◆ **Exercise**
The records below need retyping in full; give them again exactly.
* * * * * * * * *
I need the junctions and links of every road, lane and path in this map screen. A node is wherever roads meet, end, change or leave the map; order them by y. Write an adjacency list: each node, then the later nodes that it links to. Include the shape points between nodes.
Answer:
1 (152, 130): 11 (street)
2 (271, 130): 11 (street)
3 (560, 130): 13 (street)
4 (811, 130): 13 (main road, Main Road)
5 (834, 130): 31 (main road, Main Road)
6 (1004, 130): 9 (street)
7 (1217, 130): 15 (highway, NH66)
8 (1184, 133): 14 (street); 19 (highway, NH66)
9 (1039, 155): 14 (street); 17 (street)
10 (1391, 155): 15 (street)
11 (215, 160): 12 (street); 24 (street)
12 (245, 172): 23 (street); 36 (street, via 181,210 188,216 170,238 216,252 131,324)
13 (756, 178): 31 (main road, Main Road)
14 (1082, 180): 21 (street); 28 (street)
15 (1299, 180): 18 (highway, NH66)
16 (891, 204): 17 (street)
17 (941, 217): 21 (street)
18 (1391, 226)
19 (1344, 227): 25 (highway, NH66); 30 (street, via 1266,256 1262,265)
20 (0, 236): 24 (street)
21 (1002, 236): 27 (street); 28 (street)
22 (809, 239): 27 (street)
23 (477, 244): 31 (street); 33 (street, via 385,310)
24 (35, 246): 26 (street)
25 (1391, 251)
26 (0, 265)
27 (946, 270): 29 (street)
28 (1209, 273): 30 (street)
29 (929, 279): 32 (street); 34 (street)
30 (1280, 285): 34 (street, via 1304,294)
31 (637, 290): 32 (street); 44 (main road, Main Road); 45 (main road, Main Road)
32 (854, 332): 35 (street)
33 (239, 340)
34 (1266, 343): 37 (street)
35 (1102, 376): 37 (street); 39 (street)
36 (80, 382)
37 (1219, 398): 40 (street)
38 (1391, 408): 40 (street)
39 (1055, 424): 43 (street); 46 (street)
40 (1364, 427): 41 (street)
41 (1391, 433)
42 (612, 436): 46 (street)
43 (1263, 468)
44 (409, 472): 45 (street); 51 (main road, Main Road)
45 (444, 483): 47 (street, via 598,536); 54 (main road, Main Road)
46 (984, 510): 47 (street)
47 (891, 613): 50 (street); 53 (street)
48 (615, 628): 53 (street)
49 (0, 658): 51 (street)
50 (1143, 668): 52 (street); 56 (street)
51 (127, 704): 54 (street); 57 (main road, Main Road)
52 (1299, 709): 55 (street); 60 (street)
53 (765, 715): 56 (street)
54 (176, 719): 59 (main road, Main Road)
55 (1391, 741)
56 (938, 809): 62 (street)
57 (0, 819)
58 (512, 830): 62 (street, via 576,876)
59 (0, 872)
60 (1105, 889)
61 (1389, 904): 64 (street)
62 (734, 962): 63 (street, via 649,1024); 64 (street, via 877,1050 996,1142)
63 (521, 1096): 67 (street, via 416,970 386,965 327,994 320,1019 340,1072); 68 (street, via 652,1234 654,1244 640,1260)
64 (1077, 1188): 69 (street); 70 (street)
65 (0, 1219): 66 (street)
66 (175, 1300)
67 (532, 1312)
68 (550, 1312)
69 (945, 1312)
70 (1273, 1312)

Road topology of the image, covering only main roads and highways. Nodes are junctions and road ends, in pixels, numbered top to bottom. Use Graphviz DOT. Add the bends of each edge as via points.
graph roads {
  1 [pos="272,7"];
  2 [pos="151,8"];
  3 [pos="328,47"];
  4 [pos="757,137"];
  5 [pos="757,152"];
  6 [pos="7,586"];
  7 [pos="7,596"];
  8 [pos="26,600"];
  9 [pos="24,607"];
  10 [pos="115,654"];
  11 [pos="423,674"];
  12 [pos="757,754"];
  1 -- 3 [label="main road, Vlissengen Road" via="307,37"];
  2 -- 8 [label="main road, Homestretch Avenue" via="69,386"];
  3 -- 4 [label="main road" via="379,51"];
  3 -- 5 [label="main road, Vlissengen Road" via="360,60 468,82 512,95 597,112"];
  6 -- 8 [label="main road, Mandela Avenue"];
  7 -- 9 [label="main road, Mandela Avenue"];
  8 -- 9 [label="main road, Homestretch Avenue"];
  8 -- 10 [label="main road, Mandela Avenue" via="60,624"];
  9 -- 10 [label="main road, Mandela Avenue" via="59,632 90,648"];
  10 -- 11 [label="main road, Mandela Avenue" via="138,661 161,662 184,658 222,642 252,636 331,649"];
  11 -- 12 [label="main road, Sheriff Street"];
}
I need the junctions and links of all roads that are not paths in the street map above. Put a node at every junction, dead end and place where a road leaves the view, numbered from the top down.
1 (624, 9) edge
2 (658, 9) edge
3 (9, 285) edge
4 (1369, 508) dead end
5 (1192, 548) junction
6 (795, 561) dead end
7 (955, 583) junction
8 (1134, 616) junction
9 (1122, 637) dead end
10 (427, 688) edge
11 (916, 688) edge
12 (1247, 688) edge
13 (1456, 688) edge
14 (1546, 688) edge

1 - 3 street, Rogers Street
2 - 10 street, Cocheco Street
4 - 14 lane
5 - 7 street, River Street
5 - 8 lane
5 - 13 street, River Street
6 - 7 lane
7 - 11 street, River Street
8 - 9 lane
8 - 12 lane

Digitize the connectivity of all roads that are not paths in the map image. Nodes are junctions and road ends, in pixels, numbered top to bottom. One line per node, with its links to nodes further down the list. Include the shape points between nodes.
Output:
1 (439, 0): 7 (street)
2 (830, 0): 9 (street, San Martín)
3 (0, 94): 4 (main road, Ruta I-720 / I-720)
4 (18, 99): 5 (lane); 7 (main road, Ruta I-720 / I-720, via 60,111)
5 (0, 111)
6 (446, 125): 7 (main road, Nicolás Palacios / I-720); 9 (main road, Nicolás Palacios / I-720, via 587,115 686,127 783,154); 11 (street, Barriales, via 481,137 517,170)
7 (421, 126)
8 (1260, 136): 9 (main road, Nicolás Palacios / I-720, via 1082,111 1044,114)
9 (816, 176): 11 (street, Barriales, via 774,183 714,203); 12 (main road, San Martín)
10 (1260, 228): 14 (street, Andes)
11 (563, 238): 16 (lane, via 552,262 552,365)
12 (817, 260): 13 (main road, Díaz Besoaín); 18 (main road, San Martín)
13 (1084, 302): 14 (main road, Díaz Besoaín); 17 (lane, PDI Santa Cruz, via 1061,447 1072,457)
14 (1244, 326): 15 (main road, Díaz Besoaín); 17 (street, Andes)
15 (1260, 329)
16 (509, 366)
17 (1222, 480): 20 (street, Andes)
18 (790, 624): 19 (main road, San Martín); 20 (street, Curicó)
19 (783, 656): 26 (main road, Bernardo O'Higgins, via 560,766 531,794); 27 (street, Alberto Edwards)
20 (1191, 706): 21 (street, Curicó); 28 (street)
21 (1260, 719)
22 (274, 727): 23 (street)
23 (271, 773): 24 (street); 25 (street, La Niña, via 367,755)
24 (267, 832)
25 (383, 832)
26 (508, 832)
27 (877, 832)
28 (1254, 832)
* * * * * * * * *
◆ **Final answer**
I need the junctions and links of every road, lane and path in this map screen. A node is wherever roads meet, end, change or leave the map; order them by y. Write an adjacency list: each node, then the later nodes that it links to. Include the shape points between nodes.
Answer:
1 (152, 130): 11 (street)
2 (271, 130): 11 (street)
3 (560, 130): 13 (street)
4 (811, 130): 13 (main road, Main Road)
5 (834, 130): 31 (main road, Main Road)
6 (1004, 130): 9 (street)
7 (1217, 130): 15 (highway, NH66)
8 (1184, 133): 14 (street); 19 (highway, NH66)
9 (1039, 155): 14 (street); 17 (street)
10 (1391, 155): 15 (street)
11 (215, 160): 12 (street); 24 (street)
12 (245, 172): 23 (street); 36 (street, via 181,210 188,216 170,238 216,252 131,324)
13 (756, 178): 31 (main road, Main Road)
14 (1082, 180): 21 (street); 28 (street)
15 (1299, 180): 18 (highway, NH66)
16 (891, 204): 17 (street)
17 (941, 217): 21 (street)
18 (1391, 226)
19 (1344, 227): 25 (highway, NH66); 30 (street, via 1266,256 1262,265)
20 (0, 236): 24 (street)
21 (1002, 236): 27 (street); 28 (street)
22 (809, 239): 27 (street)
23 (477, 244): 31 (street); 33 (street, via 385,310)
24 (35, 246): 26 (street)
25 (1391, 251)
26 (0, 265)
27 (946, 270): 29 (street)
28 (1209, 273): 30 (street)
29 (929, 279): 32 (street); 34 (street)
30 (1280, 285): 34 (street, via 1304,294)
31 (637, 290): 32 (street); 44 (main road, Main Road); 45 (main road, Main Road)
32 (854, 332): 35 (street)
33 (239, 340)
34 (1266, 343): 37 (street)
35 (1102, 376): 37 (street); 39 (street)
36 (80, 382)
37 (1219, 398): 40 (street)
38 (1391, 408): 40 (street)
39 (1055, 424): 43 (street); 46 (street)
40 (1364, 427): 41 (street)
41 (1391, 433)
42 (612, 436): 46 (street)
43 (1263, 468)
44 (409, 472): 45 (street); 51 (main road, Main Road)
45 (444, 483): 47 (street, via 598,536); 54 (main road, Main Road)
46 (984, 510): 47 (street)
47 (891, 613): 50 (street); 53 (street)
48 (615, 628): 53 (street)
49 (0, 658): 51 (street)
50 (1143, 668): 52 (street); 56 (street)
51 (127, 704): 54 (street); 57 (main road, Main Road)
52 (1299, 709): 55 (street); 60 (street)
53 (765, 715): 56 (street)
54 (176, 719): 59 (main road, Main Road)
55 (1391, 741)
56 (938, 809): 62 (street)
57 (0, 819)
58 (512, 830): 62 (street, via 576,876)
59 (0, 872)
60 (1105, 889)
61 (1389, 904): 64 (street)
62 (734, 962): 63 (street, via 649,1024); 64 (street, via 877,1050 996,1142)
63 (521, 1096): 67 (street, via 416,970 386,965 327,994 320,1019 340,1072); 68 (street, via 652,1234 654,1244 640,1260)
64 (1077, 1188): 69 (street); 70 (street)
65 (0, 1219): 66 (street)
66 (175, 1300)
67 (532, 1312)
68 (550, 1312)
69 (945, 1312)
70 (1273, 1312)

Road topology of the image, covering only main roads and highways. Nodes are junctions and road ends, in pixels, numbered top to bottom. Use Graphviz DOT. Add the bends of each edge as via points.
graph roads {
  1 [pos="272,7"];
  2 [pos="151,8"];
  3 [pos="328,47"];
  4 [pos="757,137"];
  5 [pos="757,152"];
  6 [pos="7,586"];
  7 [pos="7,596"];
  8 [pos="26,600"];
  9 [pos="24,607"];
  10 [pos="115,654"];
  11 [pos="423,674"];
  12 [pos="757,754"];
  1 -- 3 [label="main road, Vlissengen Road" via="307,37"];
  2 -- 8 [label="main road, Homestretch Avenue" via="69,386"];
  3 -- 4 [label="main road" via="379,51"];
  3 -- 5 [label="main road, Vlissengen Road" via="360,60 468,82 512,95 597,112"];
  6 -- 8 [label="main road, Mandela Avenue"];
  7 -- 9 [label="main road, Mandela Avenue"];
  8 -- 9 [label="main road, Homestretch Avenue"];
  8 -- 10 [label="main road, Mandela Avenue" via="60,624"];
  9 -- 10 [label="main road, Mandela Avenue" via="59,632 90,648"];
  10 -- 11 [label="main road, Mandela Avenue" via="138,661 161,662 184,658 222,642 252,636 331,649"];
  11 -- 12 [label="main road, Sheriff Street"];
}
I need the junctions and links of all roads that are not paths in the street map above. Put a node at every junction, dead end and place where a road leaves the view, numbered from the top down.
1 (624, 9) edge
2 (658, 9) edge
3 (9, 285) edge
4 (1369, 508) dead end
5 (1192, 548) junction
6 (795, 561) dead end
7 (955, 583) junction
8 (1134, 616) junction
9 (1122, 637) dead end
10 (427, 688) edge
11 (916, 688) edge
12 (1247, 688) edge
13 (1456, 688) edge
14 (1546, 688) edge

1 - 3 street, Rogers Street
2 - 10 street, Cocheco Street
4 - 14 lane
5 - 7 street, River Street
5 - 8 lane
5 - 13 street, River Street
6 - 7 lane
7 - 11 street, River Street
8 - 9 lane
8 - 12 lane

Digitize the connectivity of all roads that are not paths in the map image. Nodes are junctions and road ends, in pixels, numbered top to bottom. One line per node, with its links to nodes further down the list. Include the shape points between nodes.
Output:
1 (439, 0): 7 (street)
2 (830, 0): 9 (street, San Martín)
3 (0, 94): 4 (main road, Ruta I-720 / I-720)
4 (18, 99): 5 (lane); 7 (main road, Ruta I-720 / I-720, via 60,111)
5 (0, 111)
6 (446, 125): 7 (main road, Nicolás Palacios / I-720); 9 (main road, Nicolás Palacios / I-720, via 587,115 686,127 783,154); 11 (street, Barriales, via 481,137 517,170)
7 (421, 126)
8 (1260, 136): 9 (main road, Nicolás Palacios / I-720, via 1082,111 1044,114)
9 (816, 176): 11 (street, Barriales, via 774,183 714,203); 12 (main road, San Martín)
10 (1260, 228): 14 (street, Andes)
11 (563, 238): 16 (lane, via 552,262 552,365)
12 (817, 260): 13 (main road, Díaz Besoaín); 18 (main road, San Martín)
13 (1084, 302): 14 (main road, Díaz Besoaín); 17 (lane, PDI Santa Cruz, via 1061,447 1072,457)
14 (1244, 326): 15 (main road, Díaz Besoaín); 17 (street, Andes)
15 (1260, 329)
16 (509, 366)
17 (1222, 480): 20 (street, Andes)
18 (790, 624): 19 (main road, San Martín); 20 (street, Curicó)
19 (783, 656): 26 (main road, Bernardo O'Higgins, via 560,766 531,794); 27 (street, Alberto Edwards)
20 (1191, 706): 21 (street, Curicó); 28 (street)
21 (1260, 719)
22 (274, 727): 23 (street)
23 (271, 773): 24 (street); 25 (street, La Niña, via 367,755)
24 (267, 832)
25 (383, 832)
26 (508, 832)
27 (877, 832)
28 (1254, 832)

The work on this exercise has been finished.